Reproducible scientific workflows
Overview
Teaching: 5 min
Exercises: 10 minQuestions
Objectives
Get an idea of the interplay between containers and workflow engines
Scientific workflow engines
Let’s see how Singularity containers can be used in conjunction with a popular workflow engine.
Scientific workflow engines are particularly useful for data-intensive domains including (and not restricted to) bioinformatics and radioastronomy, where data analysis and processing is made up of a number of tasks to be repeatedly executed across large datasets. Some of the most popular ones, including Nextflow and Snakemake, provide interfaces to container engines. The combination of container and workflow engines can be very effective in enforcing reproducible, portable, scalable science.
Now, let’s try and use Singularity and Nextflow to run a demo RNA sequencing pipeline based on RNAseq-NF.
Install Nextflow
First, if it’s not already on your system, you’ll need to install Nextflow.

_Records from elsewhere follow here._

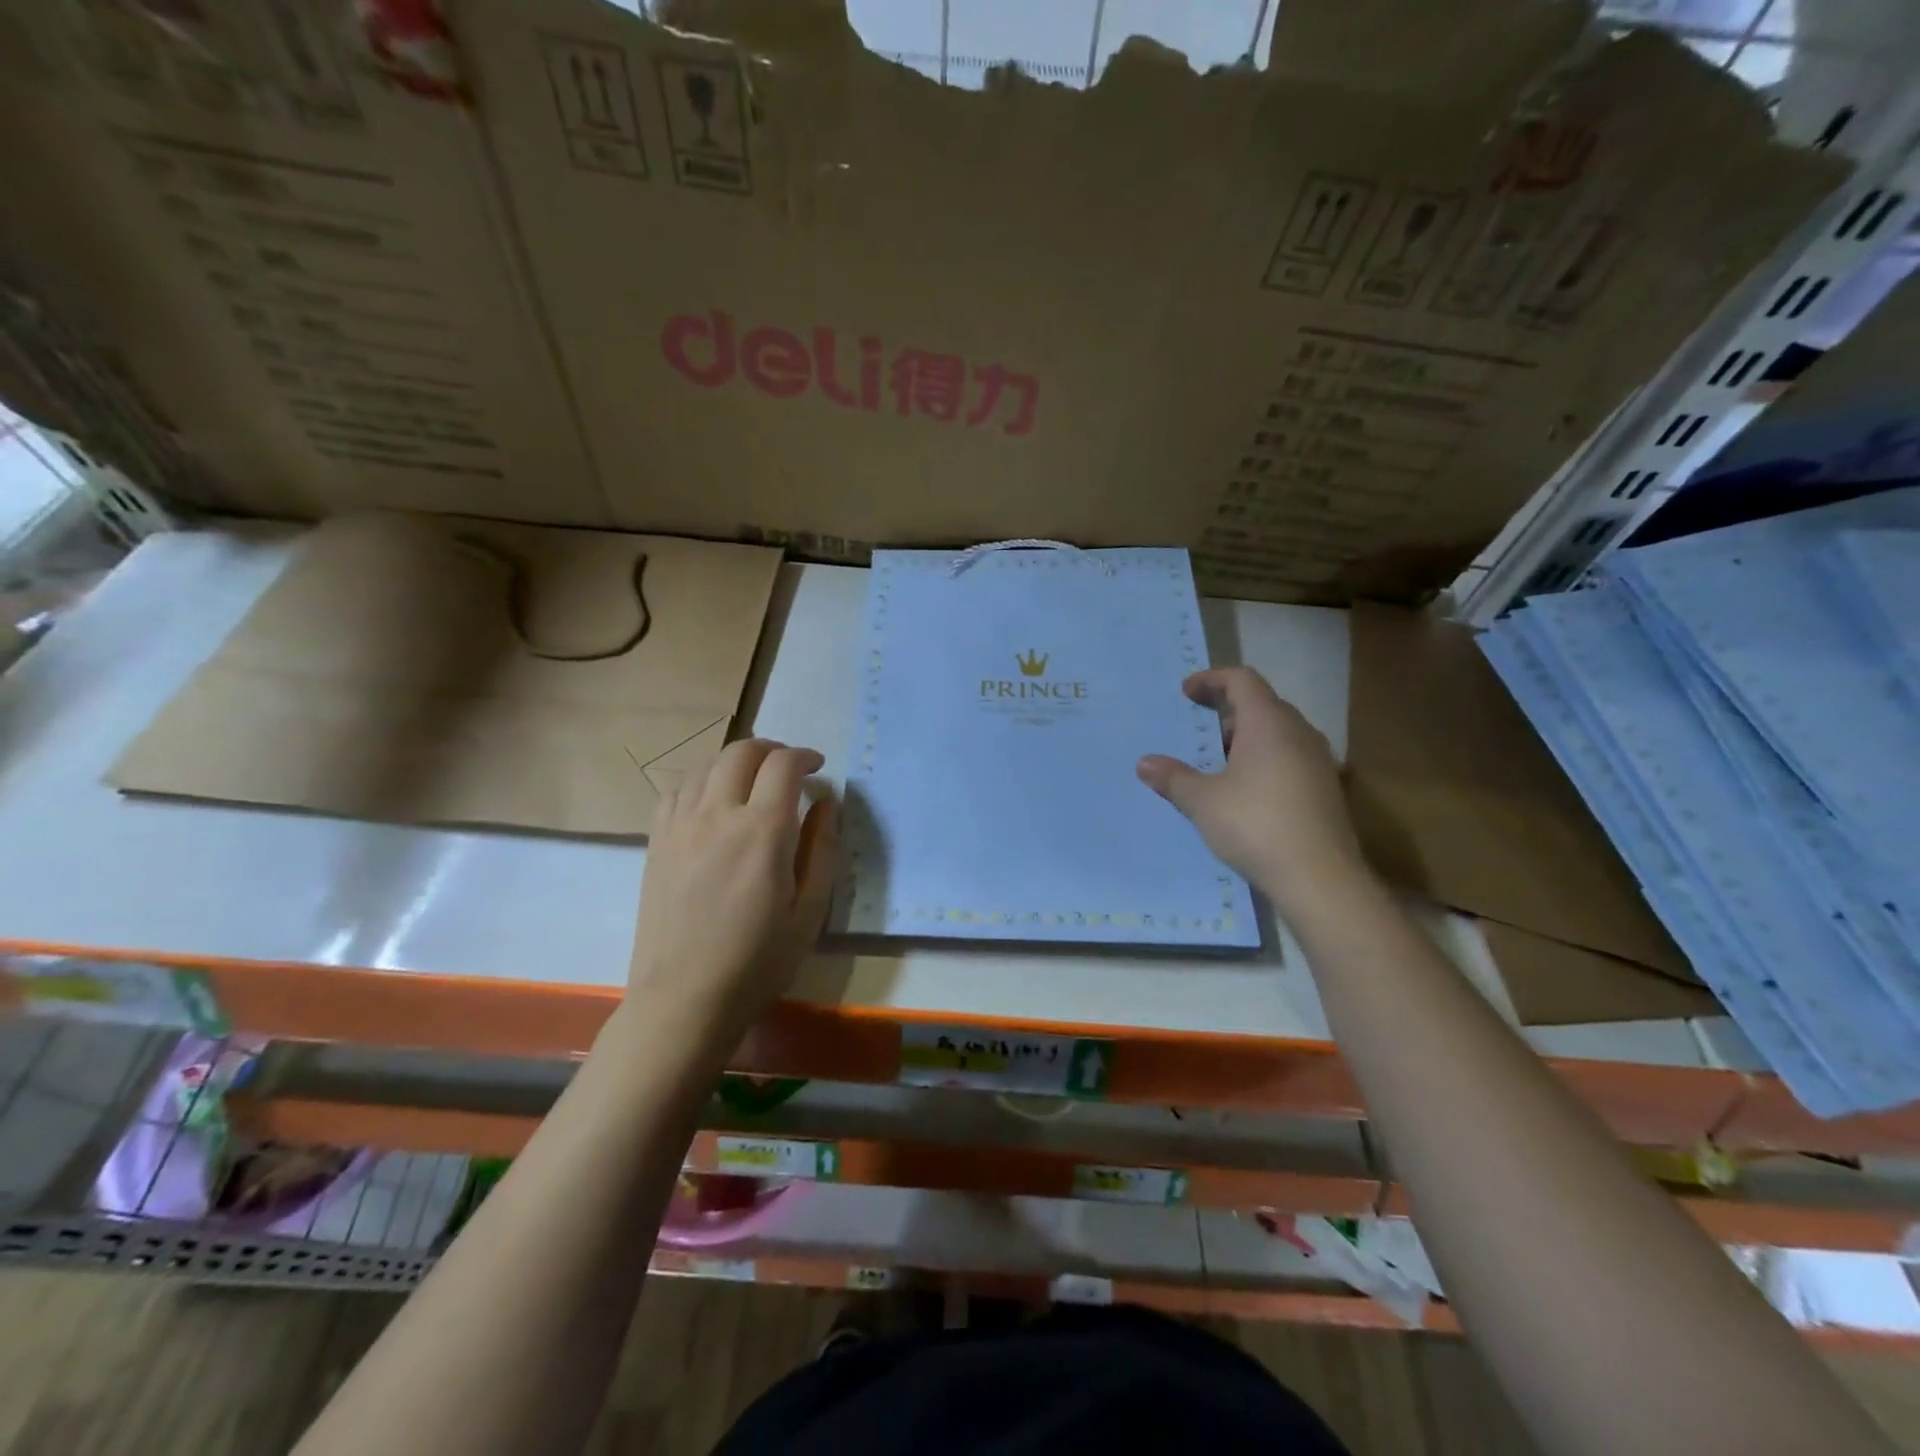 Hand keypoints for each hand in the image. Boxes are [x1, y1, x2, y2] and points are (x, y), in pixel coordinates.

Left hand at [627, 739, 837, 1038]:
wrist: (684, 999)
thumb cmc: (758, 961)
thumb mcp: (810, 911)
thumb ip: (822, 848)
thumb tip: (826, 802)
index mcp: (762, 831)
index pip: (783, 765)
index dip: (805, 756)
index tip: (818, 768)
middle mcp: (717, 815)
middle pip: (742, 751)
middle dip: (772, 750)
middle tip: (789, 769)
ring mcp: (680, 825)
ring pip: (707, 764)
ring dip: (736, 762)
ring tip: (753, 782)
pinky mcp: (656, 841)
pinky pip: (677, 789)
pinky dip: (702, 781)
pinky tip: (712, 802)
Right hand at [1137, 667, 1367, 912]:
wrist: (1319, 877)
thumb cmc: (1255, 824)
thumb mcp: (1202, 801)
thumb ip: (1173, 777)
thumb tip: (1144, 763)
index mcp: (1268, 723)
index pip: (1242, 680)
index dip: (1211, 679)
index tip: (1186, 693)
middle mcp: (1298, 732)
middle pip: (1262, 704)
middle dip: (1227, 711)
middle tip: (1199, 731)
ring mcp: (1318, 761)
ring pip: (1278, 733)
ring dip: (1246, 738)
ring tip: (1217, 763)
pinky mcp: (1325, 789)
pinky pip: (1290, 758)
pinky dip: (1264, 761)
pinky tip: (1244, 792) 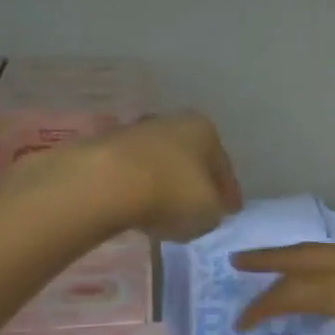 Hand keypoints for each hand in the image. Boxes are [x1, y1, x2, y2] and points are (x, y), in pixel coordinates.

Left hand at [84, 112, 241, 241]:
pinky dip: (138, 190)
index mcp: (204, 130)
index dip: (229, 193)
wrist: (105, 184)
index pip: (223, 166)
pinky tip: (137, 209)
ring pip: (160, 165)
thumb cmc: (171, 193)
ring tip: (164, 213)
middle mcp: (172, 122)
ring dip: (164, 185)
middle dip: (194, 183)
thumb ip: (215, 211)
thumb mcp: (209, 213)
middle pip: (190, 160)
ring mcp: (135, 132)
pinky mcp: (104, 149)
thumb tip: (208, 210)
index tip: (230, 213)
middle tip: (198, 210)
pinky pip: (132, 175) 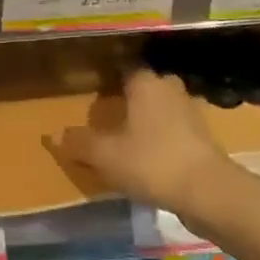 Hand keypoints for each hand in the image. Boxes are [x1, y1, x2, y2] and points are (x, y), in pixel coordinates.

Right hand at [56, 68, 235, 215]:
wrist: (208, 191)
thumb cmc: (152, 161)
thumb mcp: (106, 155)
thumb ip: (79, 143)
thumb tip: (51, 135)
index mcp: (145, 82)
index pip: (123, 67)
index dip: (107, 77)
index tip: (92, 88)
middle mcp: (168, 87)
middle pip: (144, 85)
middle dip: (128, 96)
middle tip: (108, 111)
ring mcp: (190, 110)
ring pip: (161, 105)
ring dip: (147, 116)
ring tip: (127, 134)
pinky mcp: (202, 135)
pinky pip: (174, 126)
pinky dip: (162, 135)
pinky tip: (150, 153) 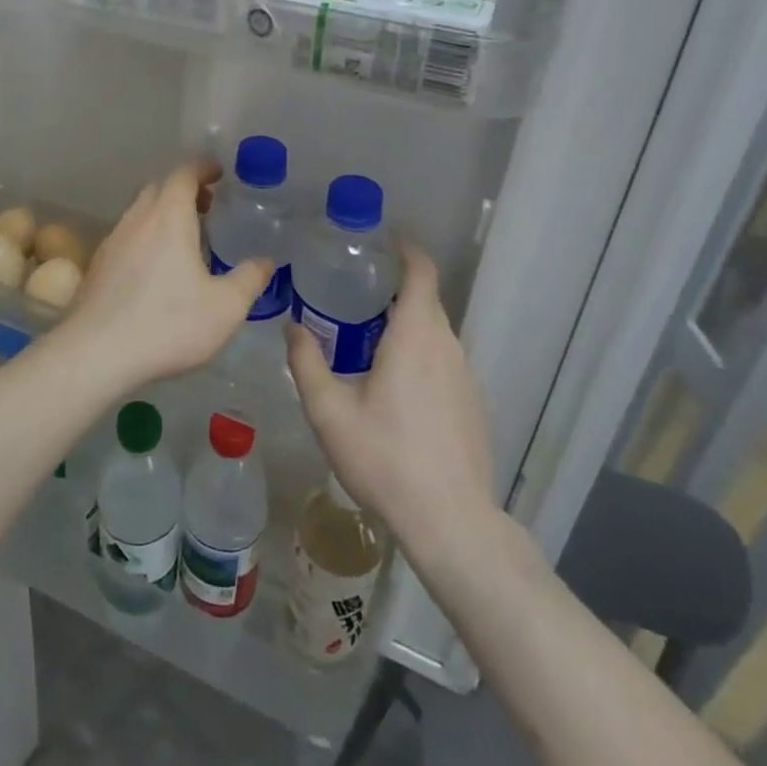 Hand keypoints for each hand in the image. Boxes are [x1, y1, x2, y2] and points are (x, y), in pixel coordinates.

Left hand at [53, 159, 271, 395]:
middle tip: (208, 206)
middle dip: (184, 189)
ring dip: (163, 212)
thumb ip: (249, 279)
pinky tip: (157, 267)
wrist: (96, 352)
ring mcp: (112, 240)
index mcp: (168, 216)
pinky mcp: (98, 265)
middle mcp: (137, 219)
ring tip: (186, 237)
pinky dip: (146, 235)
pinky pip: (127, 235)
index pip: (184, 174)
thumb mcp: (225, 307)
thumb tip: (266, 261)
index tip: (220, 172)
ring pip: (139, 211)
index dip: (203, 167)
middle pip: (159, 187)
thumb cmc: (168, 323)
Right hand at [286, 246, 497, 556]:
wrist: (450, 522)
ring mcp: (467, 377)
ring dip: (407, 325)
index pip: (421, 272)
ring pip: (436, 333)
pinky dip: (421, 355)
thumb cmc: (385, 458)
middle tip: (354, 292)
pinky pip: (445, 361)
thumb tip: (292, 325)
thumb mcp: (329, 412)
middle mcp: (448, 346)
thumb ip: (306, 362)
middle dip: (394, 289)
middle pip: (426, 300)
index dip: (405, 250)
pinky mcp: (474, 404)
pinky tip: (396, 386)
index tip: (379, 243)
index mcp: (416, 336)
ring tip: (368, 336) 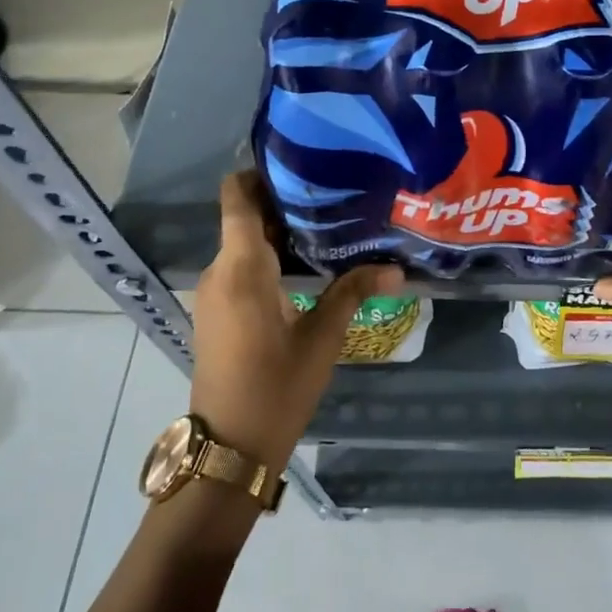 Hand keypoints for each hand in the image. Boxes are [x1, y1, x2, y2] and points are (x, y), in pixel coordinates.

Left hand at [190, 171, 401, 473]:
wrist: (230, 446)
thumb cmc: (277, 387)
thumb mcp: (322, 338)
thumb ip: (354, 292)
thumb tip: (397, 268)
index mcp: (241, 267)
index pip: (236, 196)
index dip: (259, 173)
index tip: (300, 165)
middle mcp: (220, 271)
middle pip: (244, 217)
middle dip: (282, 201)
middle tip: (332, 194)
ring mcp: (214, 292)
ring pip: (242, 243)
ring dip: (277, 231)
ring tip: (326, 225)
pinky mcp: (217, 311)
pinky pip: (240, 267)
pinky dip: (268, 257)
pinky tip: (305, 266) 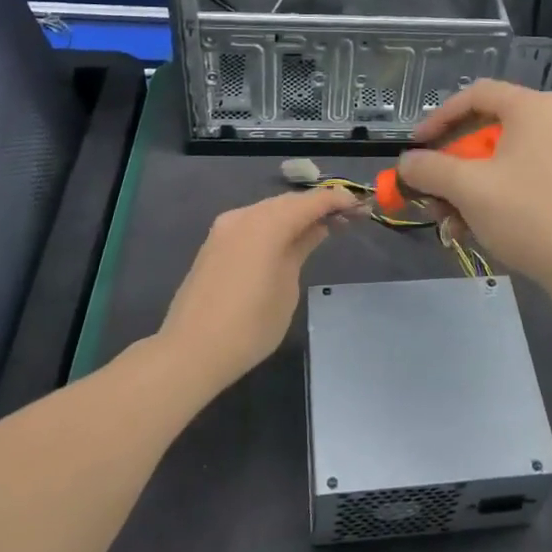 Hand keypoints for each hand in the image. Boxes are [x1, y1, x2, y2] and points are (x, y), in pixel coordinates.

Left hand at [158, 187, 356, 394]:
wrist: (190, 351)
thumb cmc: (249, 326)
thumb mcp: (287, 287)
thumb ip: (301, 248)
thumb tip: (315, 228)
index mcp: (265, 224)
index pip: (310, 202)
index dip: (337, 200)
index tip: (361, 206)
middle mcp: (243, 216)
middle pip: (288, 202)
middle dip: (317, 207)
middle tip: (347, 218)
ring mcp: (224, 229)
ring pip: (268, 211)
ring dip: (295, 216)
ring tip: (322, 229)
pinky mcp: (214, 244)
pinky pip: (252, 224)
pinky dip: (274, 226)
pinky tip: (289, 240)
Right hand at [397, 80, 551, 298]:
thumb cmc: (526, 215)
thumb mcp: (467, 188)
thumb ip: (429, 168)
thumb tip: (407, 163)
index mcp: (534, 108)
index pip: (476, 95)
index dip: (439, 117)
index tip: (418, 147)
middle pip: (490, 130)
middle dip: (453, 164)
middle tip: (433, 190)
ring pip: (507, 158)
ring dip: (472, 186)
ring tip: (452, 220)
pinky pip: (528, 176)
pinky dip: (499, 194)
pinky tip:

You’ll need to install a Java runtime and download the Nextflow executable. It will take a few minutes to download all of the required dependencies, but the process is fairly automated. This is a template install script for a Linux box.
If you’re running on the Pawsey Nimbus cloud, just run the above script via: bash $SC19/files/install-nextflow.sh
.
If you’re running at Pawsey e.g. on Zeus, all you need is to module load nextflow
.
Run a workflow using Singularity and Nextflow
Let’s cd
into the appropriate directory:
$ cd $SC19/demos/10_nextflow
For convenience, the content of the pipeline RNAseq-NF is already made available in this directory. There are two critical files in here, namely main.nf
, that contains the translation of the scientific pipeline in the Nextflow language, and nextflow.config
, that contains several profiles for running with different software/hardware setups. Here we are going to use the profile called singularity
.
It’s time to launch the pipeline with Nextflow:
$ nextflow run main.nf -profile singularity
We’ll get some information on the pipeline, along with the notice that the appropriate container is being downloaded:
N E X T F L O W ~ version 19.10.0
Pulling marcodelapierre/rnaseq-nf ...
downloaded from https://github.com/marcodelapierre/rnaseq-nf.git
Launching `marcodelapierre/rnaseq-nf` [hopeful_almeida] - revision: 91dd162c00 [master]
R N A S E Q - N F P I P E L I N E
===================================
transcriptome: /data/work/.nextflow/assets/marcodelapierre/rnaseq-nf/data/ggal/ggal_1_48850000_49020000.Ggal71.500bpflank.fa
reads : /data/work/.nextflow/assets/marcodelapierre/rnaseq-nf/data/ggal/ggal_gut_{1,2}.fq
outdir : results
WARN: Singularity cache directory has not been defined -- Remote image will be stored in the path: /data/work/sc19-test/nxf/work/singularity
Pulling Singularity image docker://nextflow/rnaseq-nf:latest [cache /data/work/sc19-test/nxf/work/singularity/nextflow-rnaseq-nf-latest.img]
It will take a bunch of minutes to download the container image, then the pipeline will run:
[9e/a8a999] Submitted process > fastqc (FASTQC on ggal_gut)
[6a/4ec5ee] Submitted process > index (ggal_1_48850000_49020000)
[91/109c65] Submitted process > quant (ggal_gut)
[ab/081287] Submitted process > multiqc
Done! Open the following report in your browser --> results/multiqc_report.html
The final output of this pipeline is an HTML report of a quality control task, which you might eventually want to download and open up in your browser.
However, the key question here is: how could the sole flag -profile singularity
trigger the containerised execution? This is the relevant snippet from the nextflow.config
file:
singularity {
process.container = 'nextflow/rnaseq-nf:latest'
singularity.enabled = true
singularity.autoMounts = true
}
The image name is specified using the process.container
keyword. Also, singularity.autoMounts
is required to have the directory paths with the input files automatically bind mounted in the container. Finally, singularity.enabled
triggers the use of Singularity.
Based on this configuration file, Nextflow is able to handle all of the relevant Singularity commands by itself, i.e. pull
and exec
with the appropriate flags, such as -B
for bind mounting host directories. In this case, as a user you don’t need to know in detail the Singularity syntax, but just the name of the container!
More information on configuring Nextflow to run Singularity containers can be found at Singularity containers.
Key Points
Some workflow engines offer transparent APIs for running containerised applications
If you need to run data analysis pipelines, the combination of containers and workflow engines can really make your life easier!